Template class expression parameter overloading

Question

Hey, I'm trying to figure out if it's possible to "overload" a template class deffinition with expression parameters. Kind of like the following snippet of code.

template<class T>
class Test
{
public:
    T testvar;

    Test()
    {
     testvar = 5;
     cout << "Testvar: " << testvar << endl;
    }
};

template<class T>
class Test<T, int num>
{
public:
    T testvar;

    Test()
    {
     testvar = 10;

     cout << "Testvar: " << testvar << endl;
     cout << "Param: " << num << endl;
    }
};

Thanks.

Edit: For the record, i'm trying to do this with C++ if that wasn't obvious... :)

Answer 1

What you have put there isn't valid C++. Could you explain what you're trying to do and how you expect to use it?

-John

Answer 2

Templates allow default template parameters, which can provide something similar to what you're looking for..

template<class T, int num = -1>
class Test
{
public:
    T testvar;

    Test()
    {
        testvar = (num == -1 ? 10 : 5);

        cout << "Testvar: " << testvar << endl;
        if ( num != -1 )
            cout << "Param: " << num << endl;
    }
};

Answer 3

If you want to be able to specify just one template argument for Test, you will need to declare a default template parameter as Shmoopty suggests.

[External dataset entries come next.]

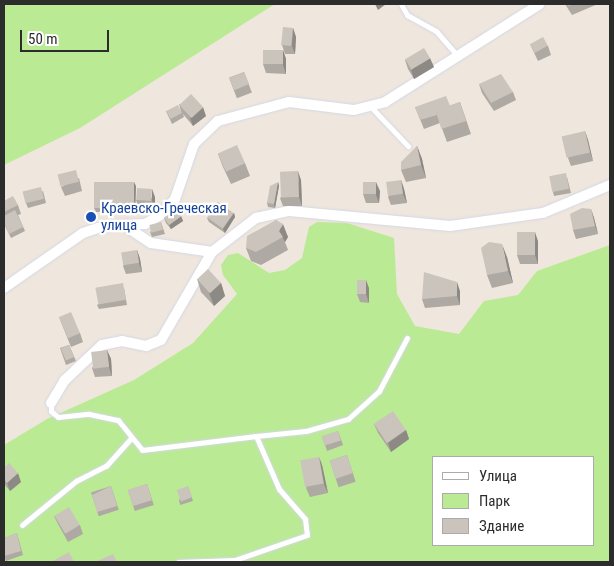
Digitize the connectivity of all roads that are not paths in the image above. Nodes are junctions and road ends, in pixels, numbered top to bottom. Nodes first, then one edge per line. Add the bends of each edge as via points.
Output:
1 (401, 4) edge
2 (540, 4) edge
3 (460, 57) junction
4 (371, 107) junction
5 (408, 146) dead end
6 (610, 185) edge
7 (124, 225) junction
8 (212, 252) junction
9 (4, 288) edge
10 (407, 338) dead end
11 (51, 403) joint
12 (256, 436) junction
13 (130, 438) junction
14 (22, 526) dead end
15 (180, 562) edge

1 - 3 lane via 407,15 436,31
2 - 3 street
3 - 4 street via 401,95
4 - 5 lane
4 - 7 street via 339,109 289,102 218,121 194,144 170,208 154,221
6 - 8 street via 543,213 450,226 278,211 243,225
7 - 8 street via 151,243
7 - 9 street via 83,233
8 - 11 street via 161,340 146,346 122,341 102,345 64,381
10 - 12 lane via 379,391 348,419 306,431
11 - 13 lane via 51,411 58,417 89,414 113,418
12 - 13 lane via 142,450
12 - 15 lane via 279,489 305,519 307,535 235,560
13 - 14 lane via 106,466 76,480

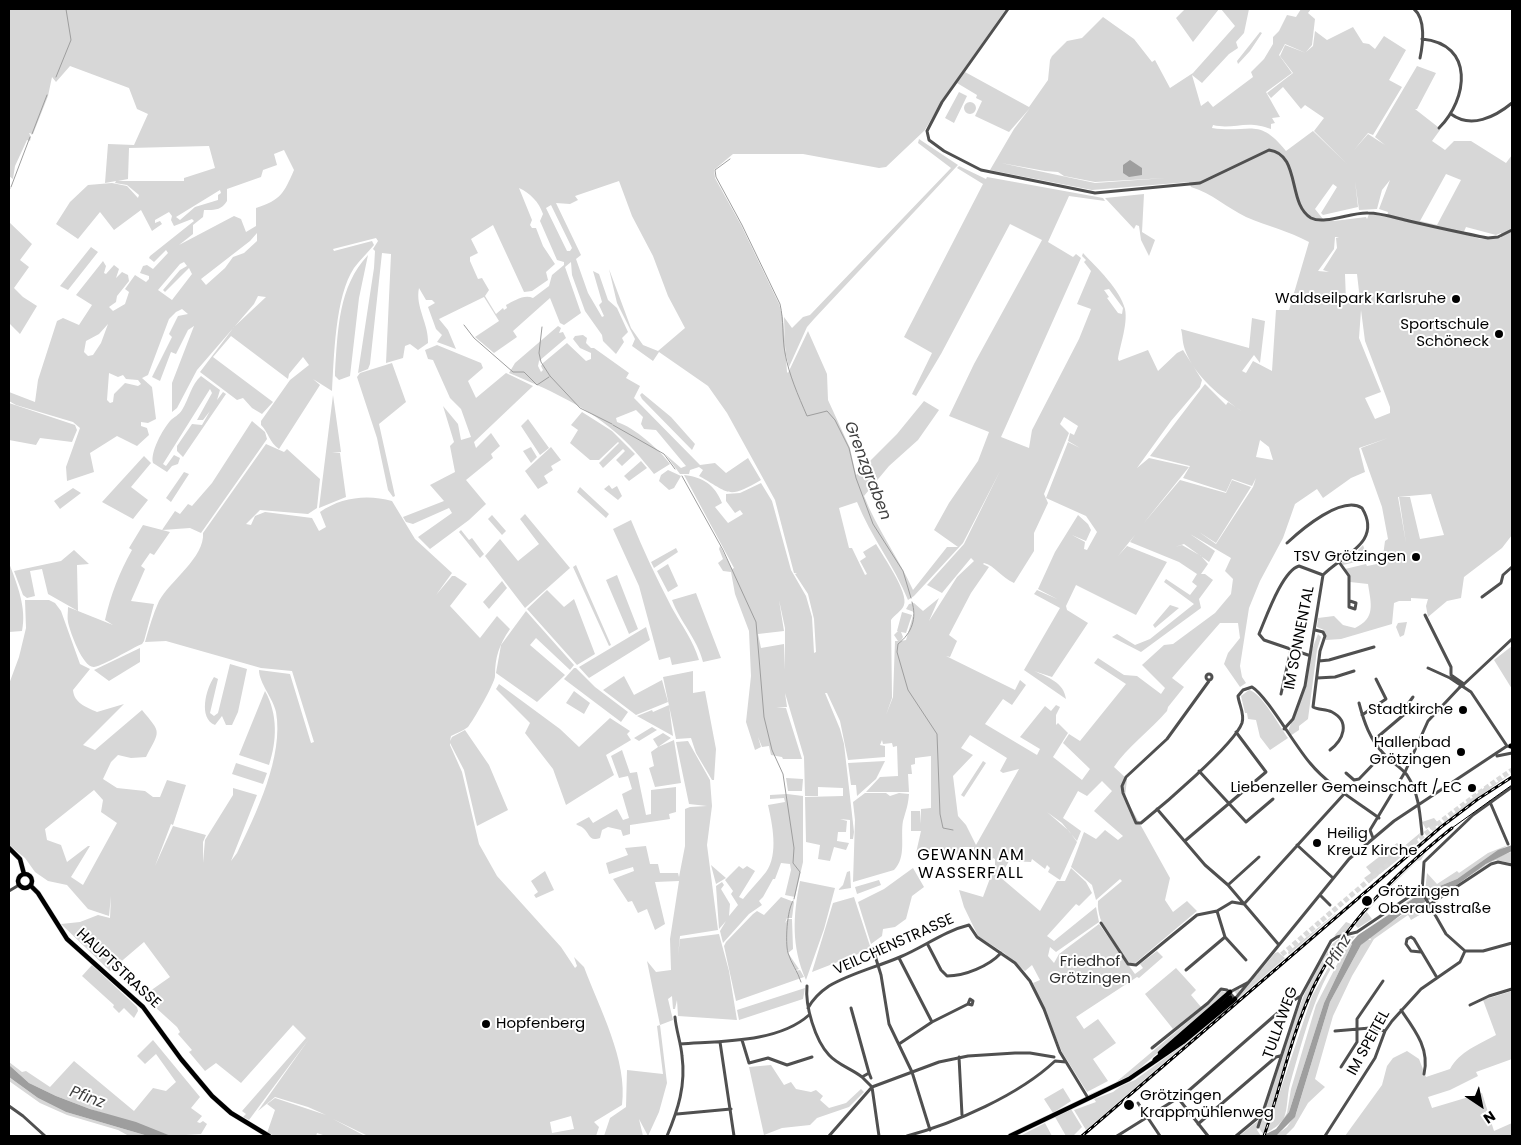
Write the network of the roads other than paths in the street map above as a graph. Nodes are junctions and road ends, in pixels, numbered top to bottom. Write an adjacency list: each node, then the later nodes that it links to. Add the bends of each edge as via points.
1 (1008, 9): 8 (street, via 937,109 926,131 929,140 944,151 981,170 1088,192 1108,192 1200,183 1260,153 1274,151 1287,162 1302,208 1316,220 1367,212 1488,238)
2 (1414, 9): 3 (street, via 1420,15)
3 (1422, 39): 4 (street); 6 (street, via 1443,43 1459,61 1460,92)
4 (1420, 58)
5 (1512, 103): 6 (street, via 1490,117 1473,122)
6 (1451, 114): 7 (street)
7 (1439, 128)
8 (1512, 230)
9 (1287, 543): 10 (street, via 1344,505 1358,505 1368,520 1367,534 1360,546)
10 (1339, 562): 12 (street); 14 (street, via 1348,576)
11 (1512, 567): 13 (street, via 1503,575 1501,583)
12 (1323, 576): 16 (street, IM SONNENTAL); 19 (street, via 1296,567 1269,610 1259,636)
13 (1482, 597)
14 (1350, 601)
15 (1425, 616): 24 (street, via 1451,667)
16 (1315, 630): 20 (street, IM SONNENTAL); 21 (street, via 1325,636)
17 (1512, 639): 28 (street)
18 (1374, 647): 21 (street)
19 (1291, 649): 20 (street); 29 (street)
20 (1308, 655): 33 (street, IM SONNENTAL, via 1305,686 1293,719)
21 (1319, 661): 25 (street)
22 (1428, 668): 24 (street)
23 (1354, 671): 25 (street)
24 (1450, 676): 28 (street); 36 (street, via 1471,692)
25 (1317, 678): 37 (street, via 1313,706 1336,715 1344,730 1339,743)
26 (1376, 679): 32 (street, via 1386,699)
27 (1208, 681): 48 (street, via 1167,739 1129,772 1123,782 1123,794 1138,824)
28 (1462, 685): 40 (street, via 1428,721)
29 (1281, 694)
30 (1413, 697): 35 (street, via 1405,708 1408,712)
31 (1359, 703): 32 (street)
32 (1362, 715): 35 (street, via 1364,725)
33 (1284, 729): 34 (street, via 1252,687 1238,696 1243,717); 43 (street, via 1319,774)
34 (1236, 732): 39 (street); 46 (street, via 1266,772)
35 (1374, 740): 38 (street)
36 (1510, 749): 47 (street)
37 (1330, 750)
38 (1384, 754): 40 (street); 41 (street, via 1359,779 1354,780)
39 (1199, 771): 46 (street); 48 (street)
40 (1405, 772): 47 (street); 49 (street)
41 (1346, 773)
42 (1512, 787): 45 (street)
43 (1345, 793): 49 (street); 54 (street)
44 (1273, 799): 46 (street, via 1246,822)
45 (1490, 802): 53 (street); 63 (street, via 1426,859)
46 (1230, 804): 52 (street)
47 (1419, 804): 50 (street); 51 (street)
48 (1157, 809): 52 (street)
49 (1379, 818): 51 (street, via 1370,830)
50 (1422, 834)
51 (1373, 838): 59 (street, via 1354,853)
52 (1186, 840): 61 (street, via 1205,865)
53 (1508, 844)
54 (1297, 845): 59 (street); 66 (street)
55 (9, 848): 58 (main road, HAUPTSTRASSE, via 20,859)
56 (1259, 857): 61 (street)
57 (1512, 865): 67 (street, via 1491,864)
58 (24, 874): 60 (main road, via 19,878); 62 (main road, HAUPTSTRASSE, via 32,878)
59 (1333, 878): 65 (street)
60 (19, 885): 62 (main road, via 24,888); 64 (street)
61 (1228, 885): 66 (street)
62 (31, 886): 135 (main road, HAUPTSTRASSE, via 68,939 143,1006 212,1096 231,1113)
63 (1422, 890): 67 (street); 89 (street, TULLAWEG, via 1360,931 1337,937 1331,942)
64 (9, 891)
65 (1320, 895): 68 (street); 74 (street)
66 (1244, 904): 69 (street, via 1232,902); 74 (street)
67 (1428, 904): 76 (street, via 1446,934)
68 (1330, 905)
69 (1217, 911): 70 (street, via 1197,916 1134,965 1126,961); 71 (street)
70 (1101, 923)
71 (1225, 937): 80 (street); 82 (street)
72 (928, 944): 78 (street, VEILCHENSTRASSE, via 951,930 969,925 977,937); 78 (street, via 947,976 972,970); 79 (street, VEILCHENSTRASSE)
73 (1512, 944): 76 (street, via 1483,951)
74 (1279, 945): 85 (street)
75 (872, 949): 81 (street)
76 (1465, 951): 83 (street, IM SPEITEL, via 1460,962)
77 (1421, 952): 77 (street, via 1412,938 1407,939 1411,951); 83 (street)
78 (1001, 953): 108 (street, via 1020,968 1033,986)
79 (899, 958): 81 (street, VEILCHENSTRASSE); 99 (street)
80 (1246, 960)
81 (878, 966): 91 (street, VEILCHENSTRASSE, via 836,983); 106 (street, via 889,1024)
82 (1186, 970)
83 (1436, 976): 96 (street, IM SPEITEL)
84 (1383, 981): 100 (street, via 1357,1020)
85 (1249, 982): 90 (street); 90 (street)
86 (807, 986): 88 (street)
87 (1512, 990): 93 (street, via 1489,996)
88 (806, 991): 91 (street); 94 (street)
89 (1301, 996): 109 (street, TULLAWEG); 123 (street)
90 (1232, 997): 107 (street, via 1224,988 1218,991 1208,1003); 113 (highway)
91 (814, 998): 94 (street, VEILCHENSTRASSE)
92 (968, 1004): 99 (street)
93 (1470, 1006)
94 (808, 1008): 97 (street)
95 (851, 1008): 116 (street)
96 (1401, 1010): 102 (street, IM SPEITEL); 118 (street, via 1425,1052)
97 (808, 1015): 103 (street, via 794,1026); 119 (street, via 828,1055)
98 (675, 1017): 105 (street)
99 (932, 1022): 106 (street)
100 (1357, 1028): 101 (street); 102 (street); 115 (street, via 1357,1042)
101 (1335, 1031)
102 (1385, 1031): 146 (street, IM SPEITEL, via 1375,1058)
103 (742, 1040): 104 (street); 110 (street, via 748,1062 774,1058 787,1065)
104 (720, 1042): 105 (street); 126 (street)
105 (680, 1044): 127 (street, via 683,1068)
106 (898, 1044): 117 (street)
107 (1152, 1048)
108 (1060, 1052): 112 (street); 114 (street)
109 (1280, 1056): 129 (street, TULLAWEG); 131 (street)
110 (812, 1057)
111 (959, 1057): 112 (street, via 1030,1053); 117 (street); 128 (street)
112 (1054, 1059): 114 (street); 128 (street, via 1010,1092)
113 (1155, 1060): 122 (main road, via 1124,1082)
114 (1066, 1062): 122 (street)
115 (1341, 1067)
116 (869, 1072): 119 (street); 120 (street)
117 (912, 1072): 121 (street); 133 (street)
118 (1424, 1074)
119 (862, 1077): 121 (street)
120 (871, 1078)
121 (872, 1087): 138 (street); 139 (street)
122 (1088, 1098): 141 (main road)
123 (1178, 1098): 130 (street); 131 (street)
124 (1138, 1103): 130 (street)
125 (9, 1106): 134 (street)
126 (731, 1108): 127 (street); 137 (street)
127 (677, 1114): 136 (street)
128 (962, 1115): 133 (street)
129 (1261, 1116): 132 (street, TULLAWEG); 145 (street)
130 (1148, 1117): 142 (street); 143 (street)
131 (1198, 1124): 144 (street)
132 (1258, 1127)
133 (930, 1130): 140 (street)
134 (45, 1136)
135 (269, 1136)
136 (667, 1136)
137 (734, 1136)
138 (829, 1136)
139 (879, 1136)
140 (907, 1136)
141 (1010, 1136)
142 (1117, 1136)
143 (1160, 1136)
144 (1208, 1136)
145 (1236, 1136)
146 (1325, 1136)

It's also possible to partially specialise for different parameter values:

// This base template will be used whenever the second parameter is
// supplied and is not -1.
template<class T, int num = -1>
class Test
{
public:
    T testvar;

    Test()
    {
        testvar = 10;
        cout << "Testvar: " << testvar << endl;
        cout << "Param: " << num << endl;
    }
};

// This partial specialisation will be chosen
// when the second parameter is omitted (or is supplied as -1).
template<class T, int num>
class Test<T, -1>
{
public:
    T testvar;

    Test()
    {
        testvar = 5;
        cout << "Testvar: " << testvar << endl;
    }
};

This avoids the need for if or switch statements, which makes it marginally faster (no runtime testing is performed) and allows additional cases to be "grafted on" later in the form of additional partial specialisations. (Although which approach is clearer is a matter of personal taste.)